ANC broad front ‘not new, but welcome’

Left-wing activists have welcomed the planned launch by the African National Congress of a broad ‘front for development”, saying it will help restore the party’s character as a mass movement.

The ruling party announced after its extended national executive lekgotla last weekend that it was establishing a broad front to ‘harness the energies and efforts of a broad range of groupings and sectors behind a minimum programme of poverty alleviation and social development”.

ANC head of presidency Smuts Ngonyama said the front would be styled along the lines of the Mass Democratic Movement of the 1980s, by inviting a broad range of organisations to help the government halve poverty in South Africa by 2014.

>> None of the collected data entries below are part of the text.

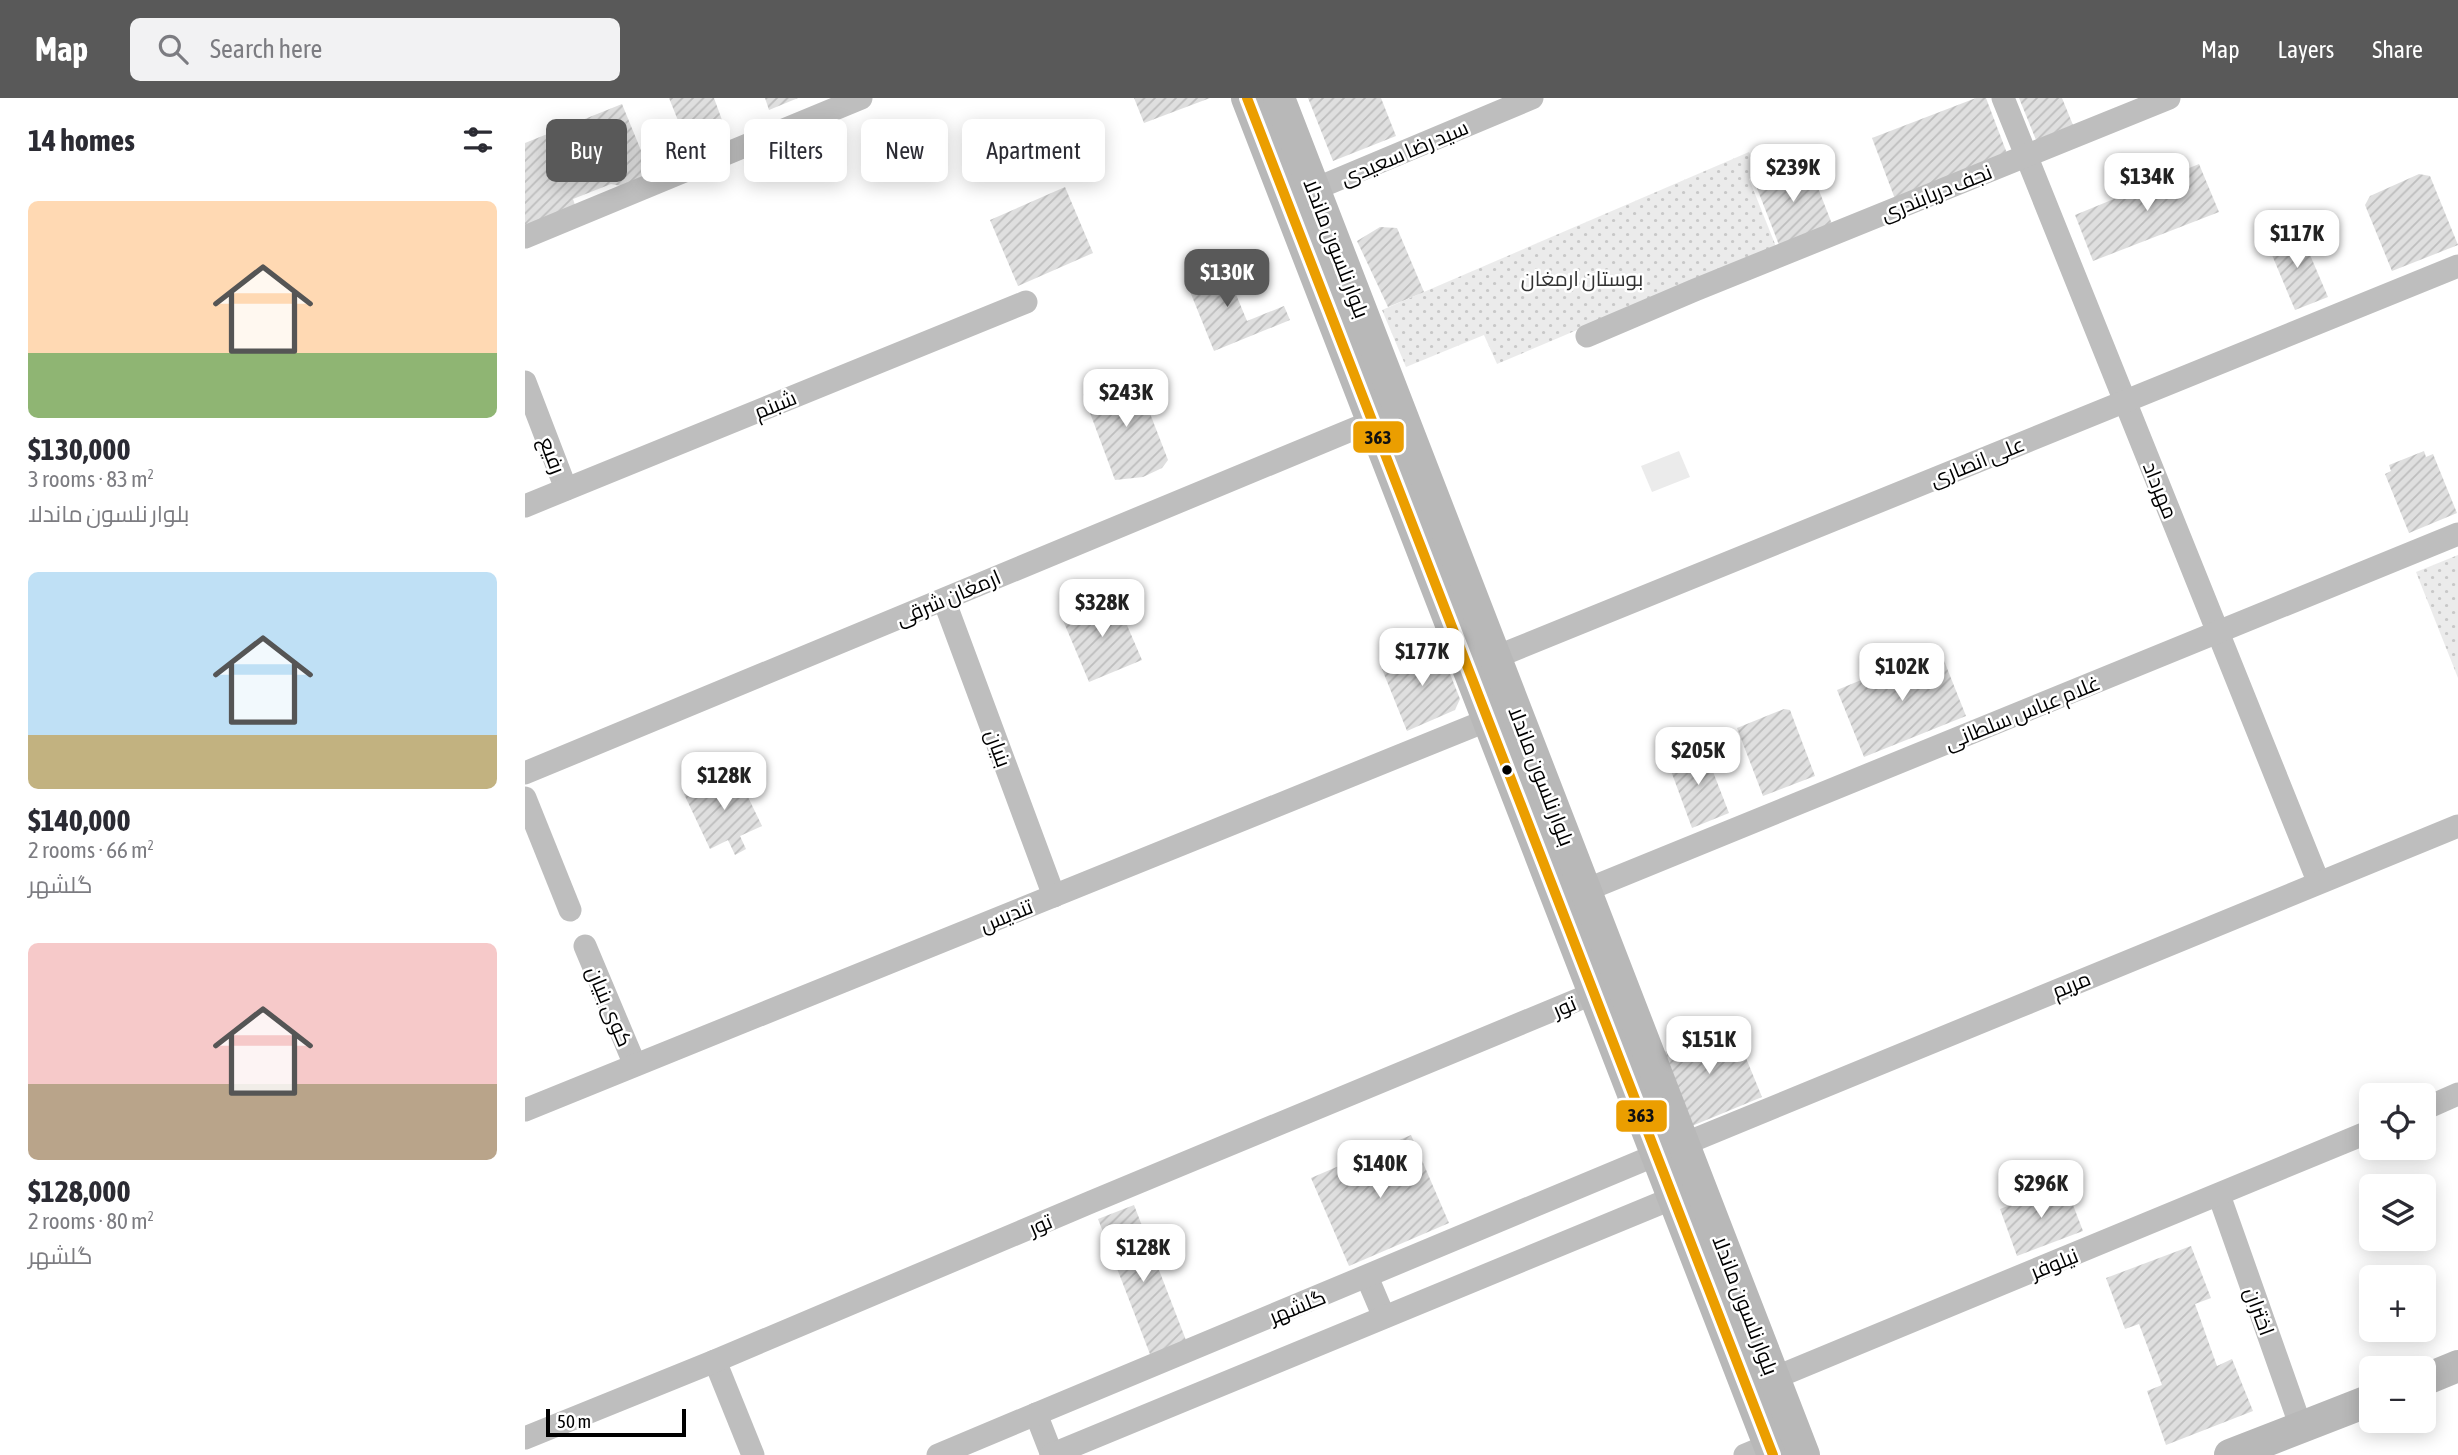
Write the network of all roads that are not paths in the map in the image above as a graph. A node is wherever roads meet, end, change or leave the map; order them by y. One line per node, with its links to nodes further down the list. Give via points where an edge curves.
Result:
1 (860, 98): 9 (street)
2 (1247, 98): 15 (main road, بلوار نلسون ماندلا)
3 (1279, 98): 8 (main road, بلوار نلسون ماندلا)
4 (1532, 98): 8 (street, سید رضا سعیدی)
5 (2003, 98): 7 (street, مهرداد)
6 (2169, 98): 7 (street, نجف دریابندری)
7 (2026, 156): 12 (street, نجف دریابندری); 14 (street, مهرداد)
8 (1315, 189): 15 (main road, بلوار نلسون ماندلا)
9 (525, 237)
10 (2458, 266): 14 (street, علی انصاری)
11 (1026, 302): 16 (street, شبنم)
12 (1587, 336)
13 (525, 382): 16 (street, رفیع)
14 (2125, 401): 20 (street, مهرداد); 21 (street, علی انصاری)
15 (1386, 416): 19 (street, ارمغان شرقی); 21 (main road, بلوار نلسون ماندلا); 22 (main road, بلوار نلسون ماندلا)
16 (566, 489): 17 (street, شبنم)
17 (525, 506)
18 (2458, 534): 20 (street, غلام عباس سلطانی)
19 (944, 600): 23 (street, ارمغان شرقی); 28 (street, بنیان)
20 (2218, 632): 26 (street, مهرداد); 27 (street, غلام عباس سلطانی)
21 (1496, 657): 27 (main road, بلوار نلسون ماندلا)
22 (1488, 720): 28 (street, تندیس); 31 (main road, بلوار نلسون ماندلا)
23 (525, 774)
24 (525, 799): 29 (street)
25 (2458, 826): 26 (street, مریم)
26 (2318, 881): 37 (street, مریم)
27 (1586, 890): 37 (main road, بلوار نلسون ماندلا)
28 (1054, 895): 32 (street, تندیس)
29 (570, 910)
30 (585, 946): 32 (street, کوی بنیان)
31 (1594, 993): 37 (main road, بلوار نلسون ماندلا); 42 (street, تور)
32 (635, 1065): 35 (street, تندیس)
33 (2458, 1094): 34 (street)
34 (2436, 1104)
35 (525, 1110)
36 (2359, 1136): 38 (street, نیلوفر)
37 (1670, 1150): 39 (main road, بلوار نلسون ماندلا); 40 (street, گلشهر); 45 (main road, بلوار نلسون ماندلا)
38 (2218, 1195): 45 (street, نیلوفر); 48 (street, اختران)
39 (1673, 1198): 41 (street, گلشهر); 50 (main road, بلوار نلسون ماندلا)
40 (1367, 1277): 41 (street); 47 (street, گلشهر)
41 (1384, 1317): 53 (street, گلشهر)
42 (715, 1362): 49 (street, تور); 51 (street)
43 (2458, 1366): 44 (main road)
44 (2436, 1375)
45 (1774, 1378): 54 (main road, بلوار نلسون ماندلا)
46 (2359, 1405): 48 (main road)
47 (1036, 1414): 52 (street, گلشهر); 53 (street)
48 (2301, 1427): 55 (main road)
49 (525, 1438)
50 (1762, 1452)
51 (753, 1455)
52 (937, 1455)
53 (1051, 1455)
54 (1804, 1455)
55 (2230, 1455)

The ANC’s alliance partners, Cosatu and the South African Communist Party, have consistently complained that since taking power in 1994, the ANC has abandoned its mass character and allowed the priorities of government to direct its activities.

In an apparent bid to placate its critics and mend the breach in the tripartite alliance, the ANC says the new formation will draw on the experiences of the broad fronts that were critical in the fight against apartheid.

The initiative is, however, similar to one suggested by Cosatu’s Western Cape region in 2005, one that was cold-shouldered by the ANC and eventually collapsed. Dubbed the New United Democratic Front, the extraparliamentary movement was intended to comprise civil society organisations and agitate for economic reforms that favoured the poor.

However, the national Cosatu leadership withheld its support from the structure, which was largely portrayed as anti-ANC. Cosatu president Willie Madisha failed to attend its national launch in Cape Town and, within months, it faded, failing to launch the other eight provincial branches as initially envisaged.

Tony Ehrenreich, who led the Cape Town initiative, said this week he did not understand why the ANC had then been critical of the civil society grouping, when it was proposing the same thing now.

‘Do they want to be the ones initiating things, believing that nothing happens without them? Or is it because they felt there was no crisis then,” Ehrenreich asked.

‘Nevertheless, we welcome the front — it will broaden the democratic space and make government listen to other voices. We might even get the Basic Income Grant.

‘But government must appreciate that some of these social problems were born out of its macro- economic policies, and that the ANC has lost credibility because it has not been able to direct government to respond to key challenges confronting our people,” he added.

A leading SACP member in Cape Town, Mazibuko Jara, said he hoped the movement would not become another short-lived ANC project like Letsema, the ‘people’s contract” launched in 2002 which saw initial successes but ultimately fizzled out.

‘For that not to happen, people must drive it,” said Jara. ‘The [new] initiative will fill a void created since the ANC moved to an elite form of mobilisation, cutting business deals. It should be about bringing alternative proposals rather than confrontation and protests.”

Another SACP leader said the popular backlash over Jacob Zuma and demarcation conflicts in Khutsong and Matatiele had alerted the ANC to the prospect of losing its mass appeal.

Ngonyama insisted, however, that the front was being set up in pursuance of a resolution at the ANC’s Stellenbosch conference in 2002. It would not affect the functioning of the ANC’s alliance with Cosatu and the SACP, which would continue in a separate vein.